Cognitive function was assessed using the Japanese version of the MoCA. The MoCA (Fujiwara et al., 2010; Nasreddine et al., 2005) is a one-page, 30-point test that demonstrates high internal consistency and validity. Internal subtests of the MoCA were used to evaluate the following six cognitive domains: memory (5 points): delayed recall; executive function (4 points): letter fluency, trail making, verbal abstraction; visuospatial (4 points): cube copy, clock drawing; languages (5 points): naming, sentence repetition; attention (6 points): digit span forward and backward, letter A tapping, serial-7 subtraction; and orientation (6 points): orientation of date and place. One point was added to the total score of participants with less than 12 years of education to adjust for educational background.

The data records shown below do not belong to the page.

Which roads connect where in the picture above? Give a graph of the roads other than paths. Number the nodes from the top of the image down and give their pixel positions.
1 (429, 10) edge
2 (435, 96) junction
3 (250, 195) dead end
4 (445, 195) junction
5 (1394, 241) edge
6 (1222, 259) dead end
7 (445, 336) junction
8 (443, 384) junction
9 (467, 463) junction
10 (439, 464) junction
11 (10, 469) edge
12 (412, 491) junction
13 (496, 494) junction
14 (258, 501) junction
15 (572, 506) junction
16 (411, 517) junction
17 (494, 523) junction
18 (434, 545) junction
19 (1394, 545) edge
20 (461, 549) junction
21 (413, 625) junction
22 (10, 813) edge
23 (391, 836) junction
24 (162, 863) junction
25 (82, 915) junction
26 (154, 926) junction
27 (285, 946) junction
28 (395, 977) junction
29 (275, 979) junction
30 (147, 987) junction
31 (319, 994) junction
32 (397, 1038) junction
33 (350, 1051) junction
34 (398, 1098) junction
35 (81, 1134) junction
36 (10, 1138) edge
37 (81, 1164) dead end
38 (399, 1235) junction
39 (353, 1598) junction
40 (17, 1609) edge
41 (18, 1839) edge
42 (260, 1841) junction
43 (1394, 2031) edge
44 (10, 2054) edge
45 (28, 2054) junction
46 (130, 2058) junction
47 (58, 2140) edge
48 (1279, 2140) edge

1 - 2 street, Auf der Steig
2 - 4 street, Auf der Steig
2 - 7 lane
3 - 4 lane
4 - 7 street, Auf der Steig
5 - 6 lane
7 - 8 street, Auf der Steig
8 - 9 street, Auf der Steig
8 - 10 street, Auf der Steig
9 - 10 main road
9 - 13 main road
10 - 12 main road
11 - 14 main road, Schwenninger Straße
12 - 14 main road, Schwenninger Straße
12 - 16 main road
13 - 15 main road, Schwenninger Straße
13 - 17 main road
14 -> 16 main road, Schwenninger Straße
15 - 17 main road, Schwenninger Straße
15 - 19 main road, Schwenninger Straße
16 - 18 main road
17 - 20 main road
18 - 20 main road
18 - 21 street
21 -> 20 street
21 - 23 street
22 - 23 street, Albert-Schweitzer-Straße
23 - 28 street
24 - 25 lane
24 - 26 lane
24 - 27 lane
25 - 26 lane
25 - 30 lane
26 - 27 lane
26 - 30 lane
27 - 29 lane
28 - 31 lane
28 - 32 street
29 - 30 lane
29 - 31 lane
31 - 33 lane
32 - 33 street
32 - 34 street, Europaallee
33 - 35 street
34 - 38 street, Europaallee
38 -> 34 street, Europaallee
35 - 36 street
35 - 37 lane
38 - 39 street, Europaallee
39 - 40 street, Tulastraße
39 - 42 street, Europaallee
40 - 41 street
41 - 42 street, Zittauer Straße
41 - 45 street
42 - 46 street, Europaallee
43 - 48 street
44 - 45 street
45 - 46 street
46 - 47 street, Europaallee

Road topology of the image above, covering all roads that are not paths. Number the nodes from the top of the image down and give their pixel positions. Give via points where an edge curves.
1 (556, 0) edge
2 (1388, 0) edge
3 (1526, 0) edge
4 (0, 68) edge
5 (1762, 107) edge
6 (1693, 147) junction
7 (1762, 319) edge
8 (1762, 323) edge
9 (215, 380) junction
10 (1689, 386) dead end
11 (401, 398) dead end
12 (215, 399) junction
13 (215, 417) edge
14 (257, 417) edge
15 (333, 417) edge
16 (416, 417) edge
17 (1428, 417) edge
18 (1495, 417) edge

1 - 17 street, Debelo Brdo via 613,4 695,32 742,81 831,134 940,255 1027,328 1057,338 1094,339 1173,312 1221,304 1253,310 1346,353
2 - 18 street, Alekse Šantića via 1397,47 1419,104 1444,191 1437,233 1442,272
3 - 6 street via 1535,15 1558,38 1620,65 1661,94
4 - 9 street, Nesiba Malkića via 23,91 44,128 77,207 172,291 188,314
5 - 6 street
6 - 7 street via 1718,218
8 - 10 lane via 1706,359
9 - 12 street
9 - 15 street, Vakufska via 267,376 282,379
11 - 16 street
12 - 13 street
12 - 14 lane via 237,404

Chemiluminescent enzyme immunoassay for oxytocin
Oxytocin levels were measured from urine samples using a chemiluminescent enzyme immunoassay. On the day before testing, the participants were instructed to refrain from intense physical activity and consuming certain foods and beverages that can be difficult to digest (i.e., alcohol, coffee, high-fat fish, red beef, and blue cheese) for 12 hr. Between 12:30 and 14:30 of the test day, fresh urine samples were collected after a 10-min rest, stored at –80°C, and sent to a commercial laboratory (ASKA Pharmaceutical Medical Inc., Co., Ltd, Fujisawa City, Kanagawa, Japan). In brief, urine was deproteinized with acetonitrile containing 0.1% trifluoroacetic acid. Thereafter, the eluate was evaporated and extracted using a MonoSpin C18 reversed-phase column (s-type; GL Science). The samples were added to goat anti-rabbit immunoglobulin G antibody-precoated wells with alkaline phosphatase-conjugated oxytocin and rabbit antibodies specific to oxytocin and incubated at 4°C for 1 day. After washing the wells, phenacyl phosphate was added to the sample and incubated at room temperature for 2 hr. Finally, a chemiluminescent assay of lucigenin was performed. The limit of detection of urinary oxytocin was 2 pg/ml.
Statistical analysis of demographic, mental health, cognitive, and oxytocin data
Statistical analyses were conducted using the R 4.3.0 software (https://www.r-project.org/). All data were initially assessed for normality and homogeneity of variance, and statistical tests were performed accordingly. Differences in baseline demographics among the groups were analyzed using Student's t-test, Welch’s t-test, and Chi-square test. The intervention effects on apathy scores, depression scores, MoCA scores, and urinary oxytocin levels were analyzed using a linear mixed-effects model (R packages “lmerTest,” “MuMIn,” and “jtools”). The categorical variables of group (intervention and control) and measurement timing (pre- and post-intervention) were modeled as fixed effects. Individuals were modeled as random intercepts. To adjust for potential temporal/cohort effects over the extended data-collection period, all models included phase (five data-collection periods) as a covariate (Zhang & Volkow, 2023), and urinary oxytocin models additionally adjusted for creatinine. The intervention effect was evaluated based on the interaction term and the results of simple effect analysis. Specifically, an interaction term between group and measurement timing was created and entered into the models. When the interaction was significant, a simple effect analysis was used to examine the extent to which the effect of the measurement timing differed for each group. Effect size (Cohen’s d; R packages “emmeans” and “effectsize”) for the group × time interaction and simple effect contrasts were computed from model-based estimated marginal means and standardized by the model residual standard deviation. For the independent variables of interest (group, time, and group × time), p-values were corrected using the Benjamini–Hochberg correction to reduce the false discovery rate (FDR) at the .05 level. For the simple effect test (time), corrections for FDR (*p *< .05) were performed using the Benjamini–Hochberg correction.
Image acquisition
Scanning was performed using a 3T Siemens Magnetom Verio MR scanner (Siemens, Erlangen, Germany). The participant’s head was immobilized using a 12-channel head coil. A gradient echo-planar imaging sequence was used for resting-state functional BOLD images under the following conditions: repetition time, 2,000 ms; echo time, 25 ms; flip angle, 75; number of slices, 39; slice thickness, 3.5 mm; acquisition matrix, 64 × 64; and voxel size, 3.5 × 3.5 × 3.5. The scan lasted approximately 8 min. All participants were instructed to focus continuously on the crosshairs projected onto the screen during scanning. In addition, high-resolution structural images were acquired using an axial T1-weighted magnetization-prepared rapid gradient-echo pulse sequence (field of view, 256 × 256; matrix size, 256 × 256; voxel size, 1 × 1 × 1 mm; 208 slices).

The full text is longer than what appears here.